■ **What is being asked**: Up to and including the line that contains "For a GIS import: Describe", repeat each line of the data exactly, starting from the first.

■ **Exercise data**:
=== Begin Enclosure ===

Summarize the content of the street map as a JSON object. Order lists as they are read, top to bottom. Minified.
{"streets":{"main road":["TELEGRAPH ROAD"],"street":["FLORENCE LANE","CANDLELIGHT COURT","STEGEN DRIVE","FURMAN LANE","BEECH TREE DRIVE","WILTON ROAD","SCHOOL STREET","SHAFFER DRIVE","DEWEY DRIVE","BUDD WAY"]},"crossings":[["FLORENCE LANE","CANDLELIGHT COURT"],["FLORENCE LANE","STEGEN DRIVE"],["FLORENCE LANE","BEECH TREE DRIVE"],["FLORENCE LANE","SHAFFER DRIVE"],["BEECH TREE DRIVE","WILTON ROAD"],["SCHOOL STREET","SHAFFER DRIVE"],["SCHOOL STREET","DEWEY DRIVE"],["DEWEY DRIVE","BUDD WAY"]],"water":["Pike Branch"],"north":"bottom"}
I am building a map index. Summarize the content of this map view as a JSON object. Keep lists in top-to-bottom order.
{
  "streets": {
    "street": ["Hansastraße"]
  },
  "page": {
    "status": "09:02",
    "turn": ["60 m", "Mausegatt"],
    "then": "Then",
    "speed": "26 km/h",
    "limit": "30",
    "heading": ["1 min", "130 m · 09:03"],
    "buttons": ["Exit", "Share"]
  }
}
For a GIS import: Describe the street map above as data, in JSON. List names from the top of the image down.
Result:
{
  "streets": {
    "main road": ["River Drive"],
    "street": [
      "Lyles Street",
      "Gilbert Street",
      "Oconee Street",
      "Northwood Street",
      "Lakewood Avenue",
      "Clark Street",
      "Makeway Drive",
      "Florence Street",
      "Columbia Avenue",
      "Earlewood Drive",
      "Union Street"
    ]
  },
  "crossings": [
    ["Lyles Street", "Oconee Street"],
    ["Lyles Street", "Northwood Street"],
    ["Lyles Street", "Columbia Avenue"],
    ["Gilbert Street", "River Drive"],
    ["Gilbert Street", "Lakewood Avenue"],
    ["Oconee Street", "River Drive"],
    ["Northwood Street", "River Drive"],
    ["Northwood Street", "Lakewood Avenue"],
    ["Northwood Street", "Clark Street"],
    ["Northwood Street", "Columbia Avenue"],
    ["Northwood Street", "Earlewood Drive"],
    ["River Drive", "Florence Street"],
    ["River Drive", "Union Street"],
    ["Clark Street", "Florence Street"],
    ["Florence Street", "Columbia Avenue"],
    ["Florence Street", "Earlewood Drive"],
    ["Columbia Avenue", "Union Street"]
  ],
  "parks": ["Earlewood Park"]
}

=== End Enclosure ===

■ **Written response**:
Summarize the content of the street map as a JSON object. Order lists as they are read, top to bottom. Minified.
{"streets":{"main road":["TELEGRAPH ROAD"],"street":["FLORENCE LANE","CANDLELIGHT COURT","STEGEN DRIVE","FURMAN LANE","BEECH TREE DRIVE","WILTON ROAD","SCHOOL STREET","SHAFFER DRIVE","DEWEY DRIVE","BUDD WAY"]},"crossings":[["FLORENCE LANE","CANDLELIGHT COURT"],["FLORENCE LANE","STEGEN DRIVE"],["FLORENCE LANE","BEECH TREE DRIVE"],["FLORENCE LANE","SHAFFER DRIVE"],["BEECH TREE DRIVE","WILTON ROAD"],["SCHOOL STREET","SHAFFER DRIVE"],["SCHOOL STREET","DEWEY DRIVE"],["DEWEY DRIVE","BUDD WAY"]],"water":["Pike Branch"],"north":"bottom"}
I am building a map index. Summarize the content of this map view as a JSON object. Keep lists in top-to-bottom order.
{
  "streets": {
    "street": ["Hansastraße"]
  },
  "page": {
    "status": "09:02",
    "turn": ["60 m", "Mausegatt"],
    "then": "Then",
    "speed": "26 km/h",
    "limit": "30",
    "heading": ["1 min", "130 m · 09:03"],
    "buttons": ["Exit", "Share"]
  }
}
For a GIS import: Describe the street map above as data, in JSON. List names from the top of the image down.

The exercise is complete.